#### SUPPLIED INFORMATION
Content starts

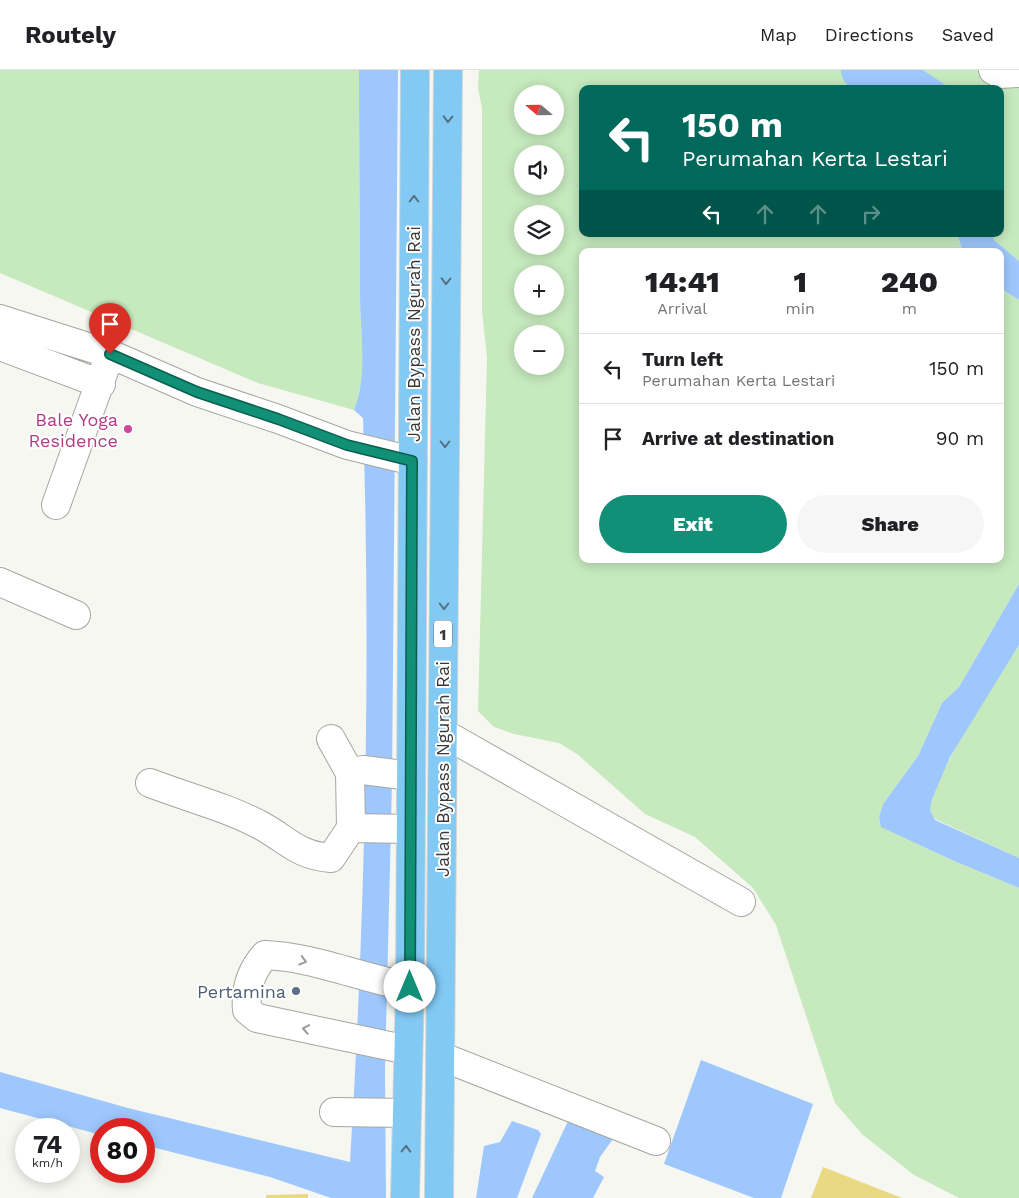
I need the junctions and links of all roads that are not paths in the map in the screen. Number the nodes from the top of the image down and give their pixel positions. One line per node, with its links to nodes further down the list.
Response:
1 (415, 70): 9 (highway, Jalan Bypass Ngurah Rai / 1, one-way to 1)
2 (448, 70): 13 (highway, Jalan Bypass Ngurah Rai / 1, one-way to 13)
3 (993, 70): 4 (street)
4 (1019, 73)
5 (0, 319): 7 (street)
6 (0, 346): 8 (street)
7 (110, 354): 8 (street); 9 (street)
8 (101, 384): 10 (street)
9 (403, 459): 16 (highway, Jalan Bypass Ngurah Rai / 1)
10 (56, 505)
11 (0, 582): 12 (street)
12 (76, 615)
13 (443, 733): 20 (street); 23 (highway, Jalan Bypass Ngurah Rai / 1)
14 (331, 739): 15 (street)
15 (356, 772): 16 (street); 18 (street)
16 (405, 776): 19 (highway, Jalan Bypass Ngurah Rai / 1)
17 (150, 783): 18 (street)
18 (356, 829): 19 (street)
19 (402, 829): 21 (highway, Jalan Bypass Ngurah Rai / 1)
20 (741, 902)
21 (402, 986): 22 (highway, Jalan Bypass Ngurah Rai / 1); 22 (street, one-way to 21)
22 (398, 1048): 25 (highway, Jalan Bypass Ngurah Rai / 1)
23 (440, 1056): 26 (street); 28 (highway, Jalan Bypass Ngurah Rai / 1)
24 (343, 1113): 25 (street)
25 (400, 1113): 27 (highway, Jalan Bypass Ngurah Rai / 1, one-way to 25)
26 (656, 1141)
27 (405, 1198)
28 (439, 1198)

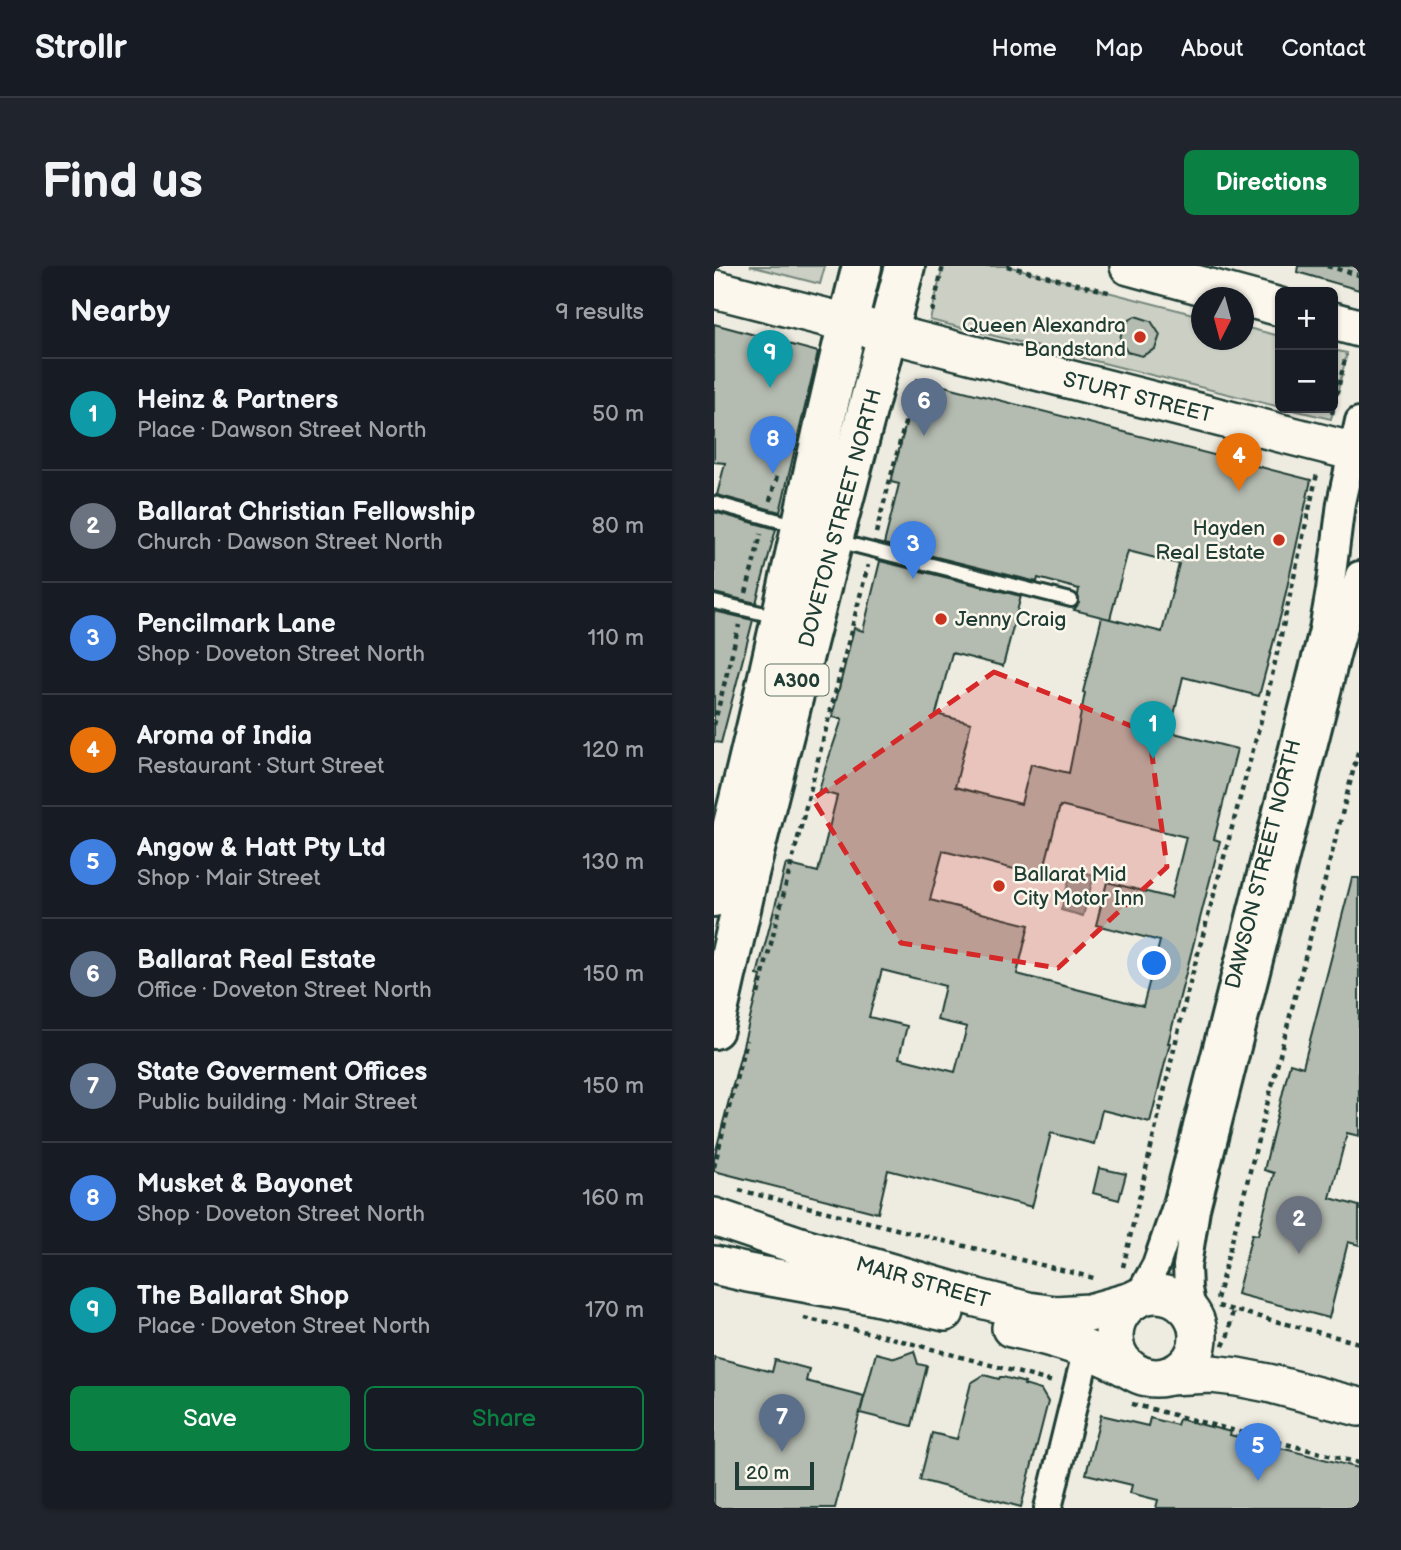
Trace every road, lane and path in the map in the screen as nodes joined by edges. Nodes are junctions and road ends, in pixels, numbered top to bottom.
1 (862, 266) edge
2 (905, 266) edge
3 (943, 266) edge
4 (1007, 266) edge
5 (1326, 266) edge
6 (1359, 275) edge
7 (1126, 281) edge
8 (714, 289) edge
9 (1275, 306) edge
10 (930, 320) dead end
11 (847, 323) junction
12 (1349, 326) edge
13 (888, 334) junction
14 (915, 385) dead end
15 (1349, 442) edge
16 (780, 464) dead end
17 (714, 503) edge
18 (765, 517) junction
19 (817, 533) junction
20 (872, 550) junction
21 (1359, 575) edge
22 (1071, 600) dead end
23 (714, 602) edge
24 (743, 609) junction
25 (782, 617) junction
26 (714, 725) edge
27 (1359, 748) edge
28 (720, 851) edge
29 (714, 897) edge
30 (755, 1006) dead end
31 (731, 1031) edge
32 (714, 1167) edge
33 (721, 1202) edge
34 (714, 1265) edge
35 (1097, 1279) dead end
36 (1131, 1291) junction
37 (793, 1315) dead end
38 (1195, 1322) junction
39 (1359, 1343) edge
40 (1087, 1349) junction
41 (1168, 1377) junction
42 (1268, 1382) junction
43 (1058, 1384) dead end
44 (1129, 1387) junction
45 (1359, 1407) edge
46 (1359, 1463) edge
47 (1048, 1508) edge

1 - 11 highway, A300
2 - 13 highway, A300
3 - 10 path
4 - 7 path
5 - 6 path
7 - 9 main road
8 - 11 main road, STURT STREET
11 - 13 main road, STURT STREET
11 - 19 highway, DOVETON STREET NORTH / A300
12 - 15 path
13 - 15 main road, STURT STREET
13 - 19 highway, DOVETON STREET NORTH / A300
14 - 20 path
15 - 36 path
15 - 36 street, DAWSON STREET NORTH
16 - 18 path
17 - 18 lane
18 - 19 lane
18 - 24 path
19 - 20 lane
19 - 25 highway, DOVETON STREET NORTH / A300
19 - 31 highway, DOVETON STREET NORTH / A300
20 - 22 lane
20 - 30 path
21 - 38 street, DAWSON STREET NORTH
23 - 24 lane
24 - 25 lane
24 - 26 path
25 - 28 highway, DOVETON STREET NORTH / A300
27 - 39 path
28 - 29 highway, DOVETON STREET NORTH / A300
31 - 32 path
33 - 35 path
33 - 36 main road, MAIR STREET
34 - 40 main road, MAIR STREET
36 - 38 main road
36 - 44 main road
37 - 43 path
38 - 41 main road
38 - 42 main road
40 - 44 main road, MAIR STREET
40 - 47 street
41 - 42 main road
41 - 44 main road
42 - 45 main road
44 - 46 path

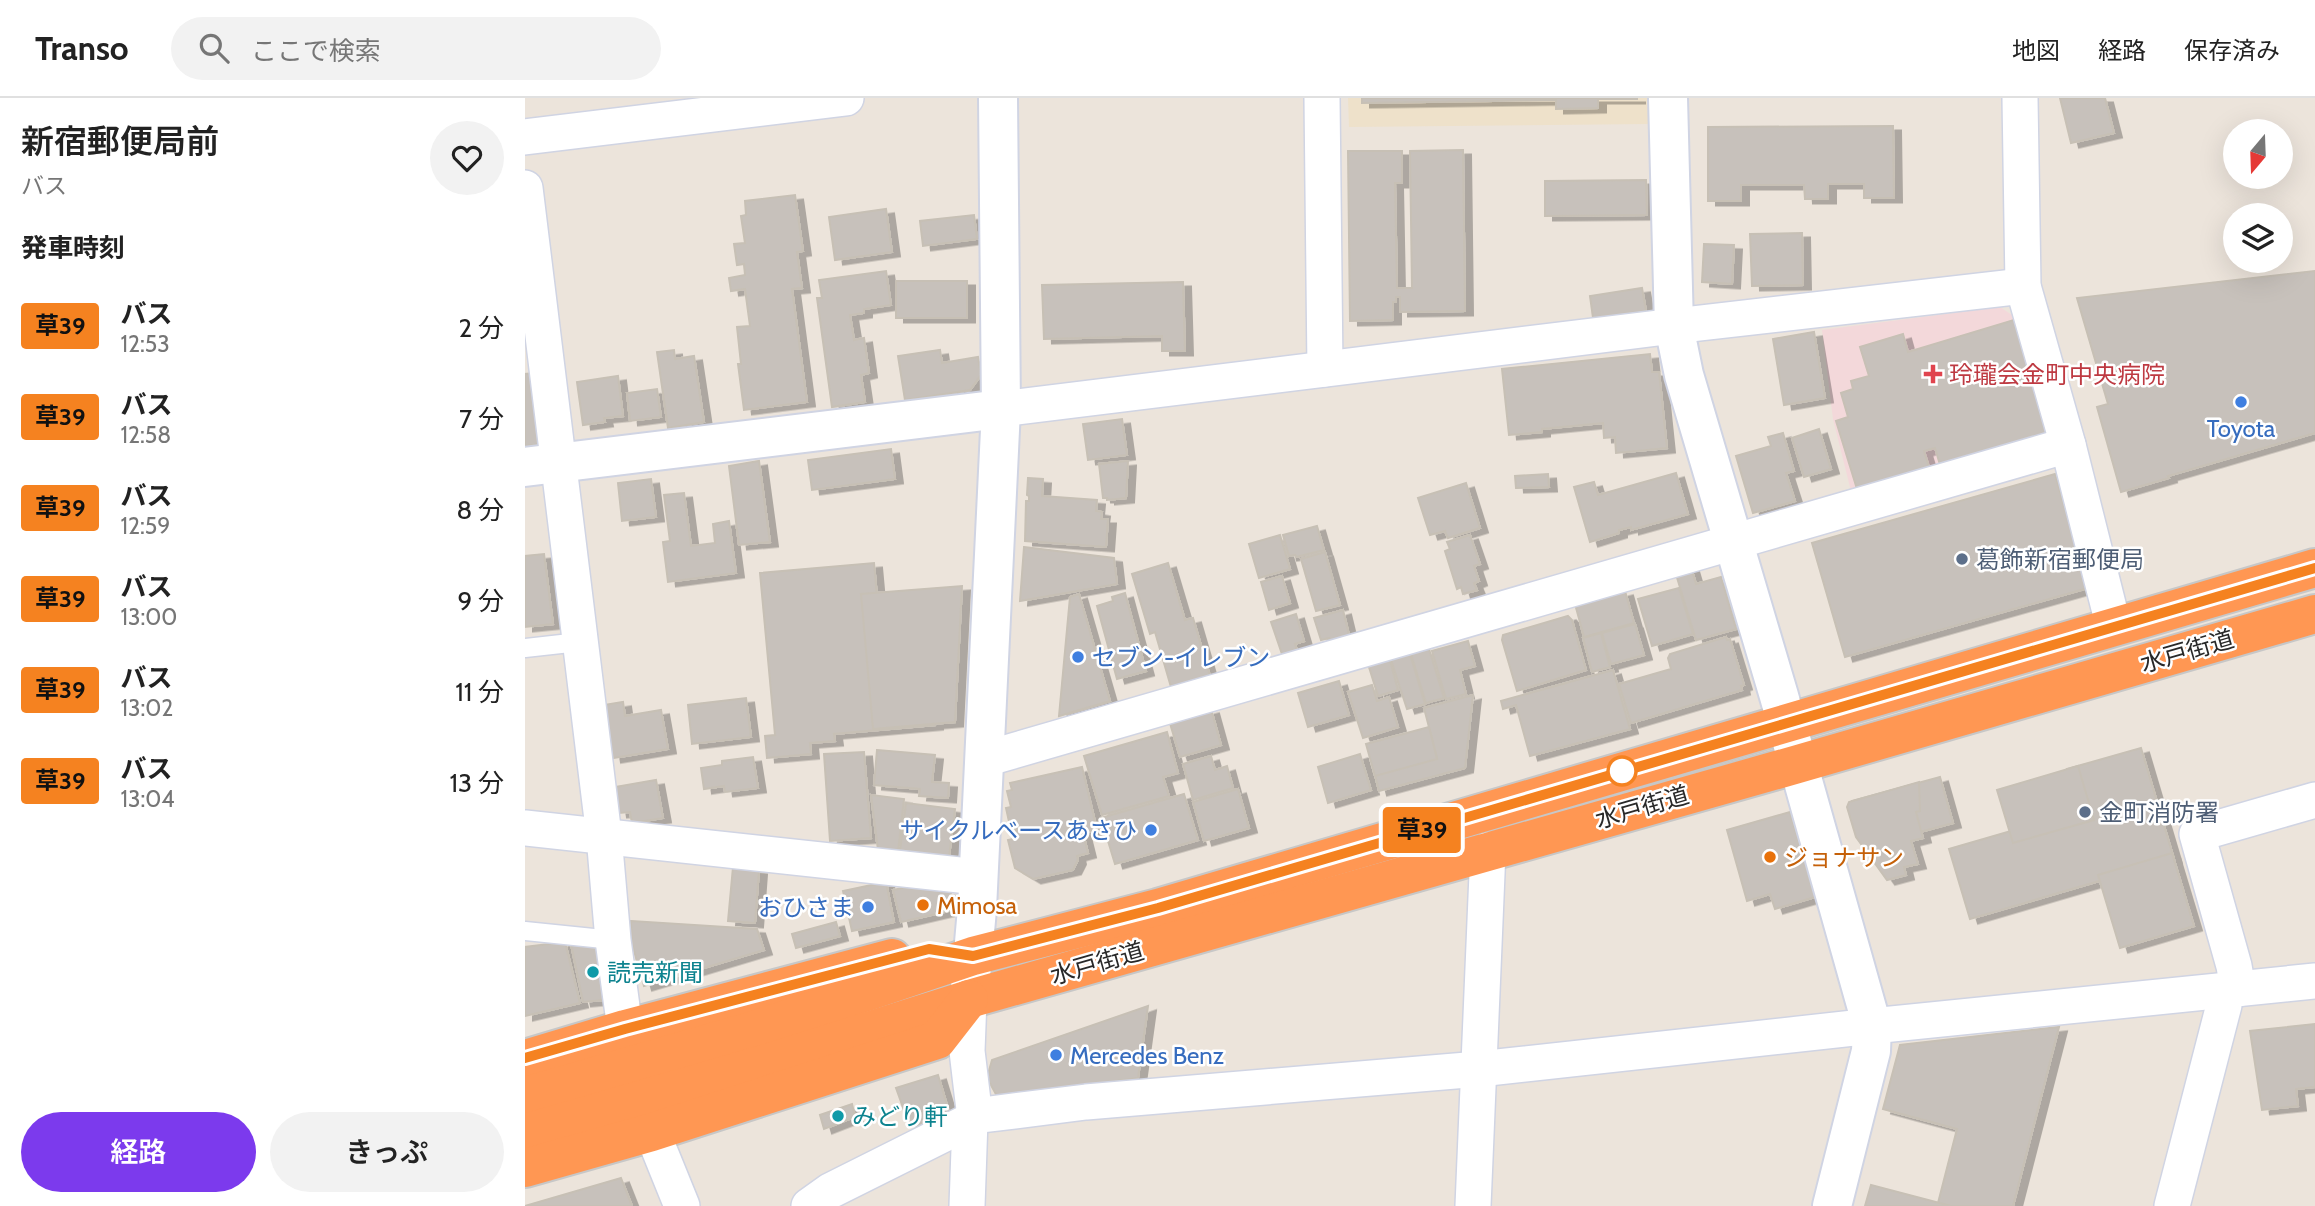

Content ends

#### TASK DETAILS
Transcribe the records word for word and include no pictures.

#### SOLVED EXERCISE
I need the junctions and links of all roads that are not paths in the map in the screen. Number the nodes from the top of the image down and give their pixel positions. One line per node, with its links to nodes further down the list.
Response:
1 (415, 70): 9 (highway, Jalan Bypass Ngurah Rai / 1, one-way to 1)
2 (448, 70): 13 (highway, Jalan Bypass Ngurah Rai / 1, one-way to 13)
3 (993, 70): 4 (street)
4 (1019, 73)
5 (0, 319): 7 (street)
6 (0, 346): 8 (street)
7 (110, 354): 8 (street); 9 (street)
8 (101, 384): 10 (street)
9 (403, 459): 16 (highway, Jalan Bypass Ngurah Rai / 1)
10 (56, 505)
11 (0, 582): 12 (street)
12 (76, 615)
13 (443, 733): 20 (street); 23 (highway, Jalan Bypass Ngurah Rai / 1)
14 (331, 739): 15 (street)
15 (356, 772): 16 (street); 18 (street)
16 (405, 776): 19 (highway, Jalan Bypass Ngurah Rai / 1)
17 (150, 783): 18 (street)
18 (356, 829): 19 (street)
19 (402, 829): 21 (highway, Jalan Bypass Ngurah Rai / 1)
20 (741, 902)
21 (402, 986): 22 (highway, Jalan Bypass Ngurah Rai / 1); 22 (street, one-way to 21)
22 (398, 1048): 25 (highway, Jalan Bypass Ngurah Rai / 1)
23 (440, 1056): 26 (street); 28 (highway, Jalan Bypass Ngurah Rai / 1)
24 (343, 1113): 25 (street)
25 (400, 1113): 27 (highway, Jalan Bypass Ngurah Rai / 1, one-way to 25)
26 (656, 1141)
27 (405, 1198)
28 (439, 1198)

Trace every road, lane and path in the map in the screen as nodes joined by edges. Nodes are junctions and road ends, in pixels, numbered top to bottom.
1 (862, 266) edge
2 (905, 266) edge
3 (943, 266) edge
4 (1007, 266) edge
5 (1326, 266) edge
6 (1359, 275) edge
7 (1126, 281) edge
8 (714, 289) edge
9 (1275, 306) edge
10 (930, 320) dead end
11 (847, 323) junction
12 (1349, 326) edge
13 (888, 334) junction
14 (915, 385) dead end
15 (1349, 442) edge
16 (780, 464) dead end
17 (714, 503) edge
18 (765, 517) junction
19 (817, 533) junction
20 (872, 550) junction
21 (1359, 575) edge
22 (1071, 600) dead end
23 (714, 602) edge
24 (743, 609) junction
25 (782, 617) junction
26 (714, 725) edge
27 (1359, 748) edge
28 (720, 851) edge
29 (714, 897) edge
30 (755, 1006) dead end
31 (731, 1031) edge
32 (714, 1167) edge
33 (721, 1202) edge
34 (714, 1265) edge
35 (1097, 1279) dead end
36 (1131, 1291) junction
37 (793, 1315) dead end
38 (1195, 1322) junction
39 (1359, 1343) edge
40 (1087, 1349) junction
41 (1168, 1377) junction
42 (1268, 1382) junction
43 (1058, 1384) dead end
44 (1129, 1387) junction
45 (1359, 1407) edge
46 (1359, 1463) edge
47 (1048, 1508) edge

1 - 11 highway, A300
2 - 13 highway, A300
3 - 10 path
4 - 7 path
5 - 6 path
7 - 9 main road
8 - 11 main road, STURT STREET
11 - 13 main road, STURT STREET
11 - 19 highway, DOVETON STREET NORTH / A300
12 - 15 path
13 - 15 main road, STURT STREET
13 - 19 highway, DOVETON STREET NORTH / A300
14 - 20 path
15 - 36 path
15 - 36 street, DAWSON STREET NORTH
16 - 18 path
17 - 18 lane
18 - 19 lane
18 - 24 path
19 - 20 lane
19 - 25 highway, DOVETON STREET NORTH / A300
19 - 31 highway, DOVETON STREET NORTH / A300
20 - 22 lane
20 - 30 path
21 - 38 street, DAWSON STREET NORTH
23 - 24 lane
24 - 25 lane
24 - 26 path
25 - 28 highway, DOVETON STREET NORTH / A300
27 - 39 path
28 - 29 highway, DOVETON STREET NORTH / A300
31 - 32 path
33 - 35 path
33 - 36 main road, MAIR STREET
34 - 40 main road, MAIR STREET
36 - 38 main road
36 - 44 main road
37 - 43 path
38 - 41 main road
38 - 42 main road
40 - 44 main road, MAIR STREET
40 - 47 street
41 - 42 main road
41 - 44 main road
42 - 45 main road
44 - 46 path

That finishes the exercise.